- What this task involves: Would you return every line of the listing below that has "Souley" in it?

== Records supplied

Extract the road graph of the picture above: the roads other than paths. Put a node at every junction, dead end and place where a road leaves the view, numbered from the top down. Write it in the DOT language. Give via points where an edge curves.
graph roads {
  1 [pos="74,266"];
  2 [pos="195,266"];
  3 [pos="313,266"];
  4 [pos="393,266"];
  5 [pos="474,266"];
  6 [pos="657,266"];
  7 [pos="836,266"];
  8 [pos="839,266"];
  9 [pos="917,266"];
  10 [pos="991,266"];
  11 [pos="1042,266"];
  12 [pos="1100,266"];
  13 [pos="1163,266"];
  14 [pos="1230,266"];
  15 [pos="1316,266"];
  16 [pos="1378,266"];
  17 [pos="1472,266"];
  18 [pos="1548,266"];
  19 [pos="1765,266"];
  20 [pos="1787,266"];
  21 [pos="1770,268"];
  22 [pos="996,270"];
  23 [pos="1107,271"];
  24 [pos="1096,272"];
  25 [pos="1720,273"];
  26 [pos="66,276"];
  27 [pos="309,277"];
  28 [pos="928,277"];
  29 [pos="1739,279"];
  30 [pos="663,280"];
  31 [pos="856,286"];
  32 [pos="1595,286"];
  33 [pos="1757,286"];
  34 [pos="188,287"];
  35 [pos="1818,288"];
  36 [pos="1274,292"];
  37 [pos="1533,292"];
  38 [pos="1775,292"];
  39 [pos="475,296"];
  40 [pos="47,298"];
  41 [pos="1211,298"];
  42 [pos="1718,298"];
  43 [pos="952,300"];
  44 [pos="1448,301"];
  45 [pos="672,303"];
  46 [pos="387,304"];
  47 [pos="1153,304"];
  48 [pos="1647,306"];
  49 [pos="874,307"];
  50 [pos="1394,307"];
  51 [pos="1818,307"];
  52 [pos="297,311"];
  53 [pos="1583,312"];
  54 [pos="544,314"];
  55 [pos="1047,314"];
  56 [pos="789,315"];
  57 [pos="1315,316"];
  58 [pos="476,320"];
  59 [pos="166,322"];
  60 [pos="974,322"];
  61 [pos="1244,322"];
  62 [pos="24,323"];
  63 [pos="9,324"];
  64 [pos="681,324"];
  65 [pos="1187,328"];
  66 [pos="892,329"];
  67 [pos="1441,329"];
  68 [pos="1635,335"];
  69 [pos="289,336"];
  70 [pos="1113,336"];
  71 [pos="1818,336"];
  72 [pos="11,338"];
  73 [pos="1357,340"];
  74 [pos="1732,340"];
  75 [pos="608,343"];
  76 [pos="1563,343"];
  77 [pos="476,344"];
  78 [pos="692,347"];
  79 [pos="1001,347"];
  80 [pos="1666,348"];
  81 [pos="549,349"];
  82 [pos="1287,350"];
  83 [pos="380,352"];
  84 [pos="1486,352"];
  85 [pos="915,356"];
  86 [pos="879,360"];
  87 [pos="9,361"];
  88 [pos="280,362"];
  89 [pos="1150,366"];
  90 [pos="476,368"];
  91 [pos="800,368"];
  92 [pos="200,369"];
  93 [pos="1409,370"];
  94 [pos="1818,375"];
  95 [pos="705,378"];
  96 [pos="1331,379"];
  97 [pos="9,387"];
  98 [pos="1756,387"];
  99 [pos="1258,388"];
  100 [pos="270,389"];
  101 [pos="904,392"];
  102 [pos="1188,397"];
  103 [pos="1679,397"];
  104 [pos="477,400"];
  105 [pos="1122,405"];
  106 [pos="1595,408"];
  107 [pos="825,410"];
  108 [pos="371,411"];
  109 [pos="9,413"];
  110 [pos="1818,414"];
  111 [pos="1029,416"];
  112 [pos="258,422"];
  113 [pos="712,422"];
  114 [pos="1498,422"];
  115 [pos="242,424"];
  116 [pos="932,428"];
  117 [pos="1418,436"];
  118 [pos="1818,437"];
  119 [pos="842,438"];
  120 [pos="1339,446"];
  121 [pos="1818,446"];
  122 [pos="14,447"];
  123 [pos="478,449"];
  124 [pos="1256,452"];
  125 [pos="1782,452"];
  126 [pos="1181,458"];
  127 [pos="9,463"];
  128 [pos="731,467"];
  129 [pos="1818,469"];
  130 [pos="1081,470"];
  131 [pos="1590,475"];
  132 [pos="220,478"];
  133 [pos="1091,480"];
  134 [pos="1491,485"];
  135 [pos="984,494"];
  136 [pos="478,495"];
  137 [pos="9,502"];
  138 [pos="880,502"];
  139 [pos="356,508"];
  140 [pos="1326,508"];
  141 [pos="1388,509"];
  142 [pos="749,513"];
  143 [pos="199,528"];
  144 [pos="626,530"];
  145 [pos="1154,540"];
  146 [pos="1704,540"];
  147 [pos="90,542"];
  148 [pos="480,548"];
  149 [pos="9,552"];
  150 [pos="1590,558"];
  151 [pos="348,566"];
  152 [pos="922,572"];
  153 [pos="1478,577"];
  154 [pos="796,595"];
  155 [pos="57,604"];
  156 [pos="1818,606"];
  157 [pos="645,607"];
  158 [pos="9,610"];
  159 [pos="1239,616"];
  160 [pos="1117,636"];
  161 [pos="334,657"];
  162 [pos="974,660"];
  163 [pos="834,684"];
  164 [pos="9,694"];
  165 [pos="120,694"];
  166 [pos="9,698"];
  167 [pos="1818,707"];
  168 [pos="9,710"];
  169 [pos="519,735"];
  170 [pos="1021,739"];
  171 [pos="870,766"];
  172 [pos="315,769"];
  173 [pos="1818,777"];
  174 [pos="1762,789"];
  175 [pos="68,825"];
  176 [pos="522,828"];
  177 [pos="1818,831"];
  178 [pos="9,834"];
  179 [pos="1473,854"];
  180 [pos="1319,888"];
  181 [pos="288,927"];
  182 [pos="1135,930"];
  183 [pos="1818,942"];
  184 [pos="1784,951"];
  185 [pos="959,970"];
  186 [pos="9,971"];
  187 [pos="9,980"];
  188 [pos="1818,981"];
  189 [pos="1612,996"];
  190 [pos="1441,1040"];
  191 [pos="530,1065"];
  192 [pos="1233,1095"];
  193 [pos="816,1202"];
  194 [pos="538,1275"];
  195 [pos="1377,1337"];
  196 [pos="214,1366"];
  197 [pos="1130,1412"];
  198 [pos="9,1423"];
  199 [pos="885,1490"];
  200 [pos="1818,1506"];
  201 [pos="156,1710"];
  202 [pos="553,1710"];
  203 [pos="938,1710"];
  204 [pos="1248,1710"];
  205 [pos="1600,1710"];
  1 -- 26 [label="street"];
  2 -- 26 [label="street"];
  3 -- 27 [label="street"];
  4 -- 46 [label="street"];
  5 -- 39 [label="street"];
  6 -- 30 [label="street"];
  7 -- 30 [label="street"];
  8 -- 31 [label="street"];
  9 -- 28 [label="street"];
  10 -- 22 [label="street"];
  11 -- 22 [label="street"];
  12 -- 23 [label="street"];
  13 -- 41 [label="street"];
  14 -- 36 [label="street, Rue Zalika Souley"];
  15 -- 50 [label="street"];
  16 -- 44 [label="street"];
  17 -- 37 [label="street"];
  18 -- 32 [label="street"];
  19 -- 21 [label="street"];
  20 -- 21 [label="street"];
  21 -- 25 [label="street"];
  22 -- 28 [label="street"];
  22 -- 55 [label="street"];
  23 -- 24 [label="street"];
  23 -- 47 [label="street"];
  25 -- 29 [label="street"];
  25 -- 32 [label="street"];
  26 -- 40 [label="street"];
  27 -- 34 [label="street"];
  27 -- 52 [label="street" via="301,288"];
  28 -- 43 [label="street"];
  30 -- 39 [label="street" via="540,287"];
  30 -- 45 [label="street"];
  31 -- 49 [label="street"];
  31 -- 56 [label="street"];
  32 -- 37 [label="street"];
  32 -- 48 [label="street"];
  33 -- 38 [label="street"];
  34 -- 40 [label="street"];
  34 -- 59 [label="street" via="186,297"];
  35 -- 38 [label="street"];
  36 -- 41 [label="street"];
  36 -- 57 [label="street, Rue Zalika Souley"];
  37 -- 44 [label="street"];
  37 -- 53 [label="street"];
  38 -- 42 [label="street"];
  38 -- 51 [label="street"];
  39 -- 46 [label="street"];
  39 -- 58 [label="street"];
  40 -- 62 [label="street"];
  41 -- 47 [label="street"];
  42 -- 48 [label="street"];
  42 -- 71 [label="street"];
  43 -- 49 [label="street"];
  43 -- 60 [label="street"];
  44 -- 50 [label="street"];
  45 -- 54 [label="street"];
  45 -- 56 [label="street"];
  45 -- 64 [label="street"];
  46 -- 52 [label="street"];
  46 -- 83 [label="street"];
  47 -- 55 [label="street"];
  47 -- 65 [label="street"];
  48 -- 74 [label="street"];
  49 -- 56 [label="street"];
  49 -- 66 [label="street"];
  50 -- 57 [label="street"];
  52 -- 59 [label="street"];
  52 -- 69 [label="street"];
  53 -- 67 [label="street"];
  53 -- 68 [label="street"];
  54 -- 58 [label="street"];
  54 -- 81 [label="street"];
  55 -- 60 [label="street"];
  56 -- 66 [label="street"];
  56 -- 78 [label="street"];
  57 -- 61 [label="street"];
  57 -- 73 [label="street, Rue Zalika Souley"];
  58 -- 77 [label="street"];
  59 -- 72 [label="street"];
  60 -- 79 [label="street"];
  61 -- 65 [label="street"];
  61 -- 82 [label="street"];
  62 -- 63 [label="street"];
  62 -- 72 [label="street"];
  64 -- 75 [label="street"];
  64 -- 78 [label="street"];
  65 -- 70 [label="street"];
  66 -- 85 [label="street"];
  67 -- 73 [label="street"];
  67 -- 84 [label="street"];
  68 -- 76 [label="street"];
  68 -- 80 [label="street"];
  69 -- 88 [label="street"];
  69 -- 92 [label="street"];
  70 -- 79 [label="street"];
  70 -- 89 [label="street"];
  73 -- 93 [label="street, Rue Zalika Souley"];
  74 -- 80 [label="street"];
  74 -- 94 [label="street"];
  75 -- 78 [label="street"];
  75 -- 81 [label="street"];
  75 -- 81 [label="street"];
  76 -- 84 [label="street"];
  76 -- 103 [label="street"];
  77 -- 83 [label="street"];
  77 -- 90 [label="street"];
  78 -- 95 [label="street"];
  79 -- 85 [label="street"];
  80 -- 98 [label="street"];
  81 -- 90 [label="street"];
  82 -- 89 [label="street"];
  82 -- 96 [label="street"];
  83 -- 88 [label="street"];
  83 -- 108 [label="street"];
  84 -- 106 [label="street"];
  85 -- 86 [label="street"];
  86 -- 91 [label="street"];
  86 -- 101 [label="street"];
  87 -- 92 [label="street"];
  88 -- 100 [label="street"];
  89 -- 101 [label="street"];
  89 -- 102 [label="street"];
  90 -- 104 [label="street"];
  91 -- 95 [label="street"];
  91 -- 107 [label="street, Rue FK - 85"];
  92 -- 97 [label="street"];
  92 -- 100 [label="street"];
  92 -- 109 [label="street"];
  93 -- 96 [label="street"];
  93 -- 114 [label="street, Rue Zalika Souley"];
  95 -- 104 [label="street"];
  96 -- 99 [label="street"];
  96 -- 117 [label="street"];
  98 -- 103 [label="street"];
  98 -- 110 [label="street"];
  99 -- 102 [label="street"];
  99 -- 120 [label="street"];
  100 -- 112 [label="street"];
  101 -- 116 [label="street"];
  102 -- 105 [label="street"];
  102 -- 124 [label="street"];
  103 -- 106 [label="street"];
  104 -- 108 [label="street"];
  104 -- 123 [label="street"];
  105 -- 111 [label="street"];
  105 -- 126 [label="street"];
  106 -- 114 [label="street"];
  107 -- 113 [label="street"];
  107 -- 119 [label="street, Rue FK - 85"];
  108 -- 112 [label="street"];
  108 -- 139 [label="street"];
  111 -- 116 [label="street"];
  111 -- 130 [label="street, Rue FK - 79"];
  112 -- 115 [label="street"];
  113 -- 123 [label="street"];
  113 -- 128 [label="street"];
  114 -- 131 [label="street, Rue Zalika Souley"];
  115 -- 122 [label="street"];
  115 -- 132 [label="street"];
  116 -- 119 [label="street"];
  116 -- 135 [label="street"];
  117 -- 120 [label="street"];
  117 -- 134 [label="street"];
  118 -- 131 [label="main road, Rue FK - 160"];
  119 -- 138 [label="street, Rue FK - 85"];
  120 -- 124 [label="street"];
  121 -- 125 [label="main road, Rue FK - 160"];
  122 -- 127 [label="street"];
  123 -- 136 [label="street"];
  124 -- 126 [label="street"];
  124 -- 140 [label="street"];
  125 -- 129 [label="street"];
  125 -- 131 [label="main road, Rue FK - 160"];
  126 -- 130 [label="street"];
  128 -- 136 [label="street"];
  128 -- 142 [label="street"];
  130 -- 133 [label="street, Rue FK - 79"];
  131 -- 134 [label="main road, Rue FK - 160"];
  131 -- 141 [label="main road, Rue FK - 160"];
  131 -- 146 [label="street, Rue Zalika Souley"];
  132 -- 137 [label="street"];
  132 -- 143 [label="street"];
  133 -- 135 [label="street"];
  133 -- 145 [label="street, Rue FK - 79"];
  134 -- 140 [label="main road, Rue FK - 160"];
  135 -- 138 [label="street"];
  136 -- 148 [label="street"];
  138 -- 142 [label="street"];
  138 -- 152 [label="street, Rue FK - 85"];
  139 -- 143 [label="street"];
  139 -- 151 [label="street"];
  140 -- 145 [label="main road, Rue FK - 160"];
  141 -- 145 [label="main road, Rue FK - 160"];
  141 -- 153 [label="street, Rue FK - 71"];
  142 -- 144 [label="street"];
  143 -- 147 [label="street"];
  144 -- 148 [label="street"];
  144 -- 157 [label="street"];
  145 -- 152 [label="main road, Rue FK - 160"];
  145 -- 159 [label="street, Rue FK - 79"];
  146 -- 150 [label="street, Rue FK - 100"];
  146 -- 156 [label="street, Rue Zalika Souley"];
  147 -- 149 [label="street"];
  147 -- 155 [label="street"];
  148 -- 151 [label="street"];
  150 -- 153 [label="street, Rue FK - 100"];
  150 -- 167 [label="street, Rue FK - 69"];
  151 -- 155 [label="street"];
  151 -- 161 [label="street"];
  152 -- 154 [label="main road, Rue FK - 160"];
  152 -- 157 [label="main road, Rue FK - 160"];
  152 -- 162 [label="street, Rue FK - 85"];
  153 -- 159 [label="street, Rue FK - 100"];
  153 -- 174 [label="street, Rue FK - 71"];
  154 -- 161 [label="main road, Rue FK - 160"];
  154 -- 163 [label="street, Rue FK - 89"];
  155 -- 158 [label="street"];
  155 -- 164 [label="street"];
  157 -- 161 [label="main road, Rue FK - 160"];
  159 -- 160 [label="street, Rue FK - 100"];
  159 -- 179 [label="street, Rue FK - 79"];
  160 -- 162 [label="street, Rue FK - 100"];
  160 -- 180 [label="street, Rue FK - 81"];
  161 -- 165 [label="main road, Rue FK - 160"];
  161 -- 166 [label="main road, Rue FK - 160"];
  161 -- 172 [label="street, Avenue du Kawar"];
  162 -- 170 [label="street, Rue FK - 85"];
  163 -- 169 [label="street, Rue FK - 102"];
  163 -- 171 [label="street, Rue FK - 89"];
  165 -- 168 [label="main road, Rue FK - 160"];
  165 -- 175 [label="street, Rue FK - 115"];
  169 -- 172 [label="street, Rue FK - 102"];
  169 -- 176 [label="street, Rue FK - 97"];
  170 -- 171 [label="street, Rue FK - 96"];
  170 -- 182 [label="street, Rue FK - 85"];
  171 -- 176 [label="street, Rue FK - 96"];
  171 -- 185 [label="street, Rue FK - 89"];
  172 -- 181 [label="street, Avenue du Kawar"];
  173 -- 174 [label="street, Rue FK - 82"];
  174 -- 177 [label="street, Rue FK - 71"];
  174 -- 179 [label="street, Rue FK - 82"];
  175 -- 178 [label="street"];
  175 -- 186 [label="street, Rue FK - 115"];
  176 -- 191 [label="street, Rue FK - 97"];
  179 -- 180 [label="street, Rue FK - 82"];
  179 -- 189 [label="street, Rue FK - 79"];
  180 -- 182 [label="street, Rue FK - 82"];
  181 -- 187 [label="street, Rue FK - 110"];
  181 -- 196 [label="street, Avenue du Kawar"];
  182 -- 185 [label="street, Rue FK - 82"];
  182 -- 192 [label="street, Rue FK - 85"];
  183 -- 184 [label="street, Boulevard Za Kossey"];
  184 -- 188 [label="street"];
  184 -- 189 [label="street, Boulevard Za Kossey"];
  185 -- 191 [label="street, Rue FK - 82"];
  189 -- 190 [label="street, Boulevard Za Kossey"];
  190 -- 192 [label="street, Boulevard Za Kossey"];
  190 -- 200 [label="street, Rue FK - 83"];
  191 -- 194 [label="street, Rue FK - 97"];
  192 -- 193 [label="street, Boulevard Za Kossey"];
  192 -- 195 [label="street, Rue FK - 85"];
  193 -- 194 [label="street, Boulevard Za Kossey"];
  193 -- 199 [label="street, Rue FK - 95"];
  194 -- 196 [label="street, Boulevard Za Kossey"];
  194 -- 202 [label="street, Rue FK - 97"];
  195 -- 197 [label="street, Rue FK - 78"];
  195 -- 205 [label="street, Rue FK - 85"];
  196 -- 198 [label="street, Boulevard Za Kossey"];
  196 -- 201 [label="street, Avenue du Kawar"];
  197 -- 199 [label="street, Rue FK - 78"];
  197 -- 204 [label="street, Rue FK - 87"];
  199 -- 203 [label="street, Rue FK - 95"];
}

====

- Response for this exercise:
  14 -- 36 [label="street, Rue Zalika Souley"];
  36 -- 57 [label="street, Rue Zalika Souley"];
  57 -- 73 [label="street, Rue Zalika Souley"];
  73 -- 93 [label="street, Rue Zalika Souley"];
  93 -- 114 [label="street, Rue Zalika Souley"];
  114 -- 131 [label="street, Rue Zalika Souley"];
  131 -- 146 [label="street, Rue Zalika Souley"];
  146 -- 156 [label="street, Rue Zalika Souley"];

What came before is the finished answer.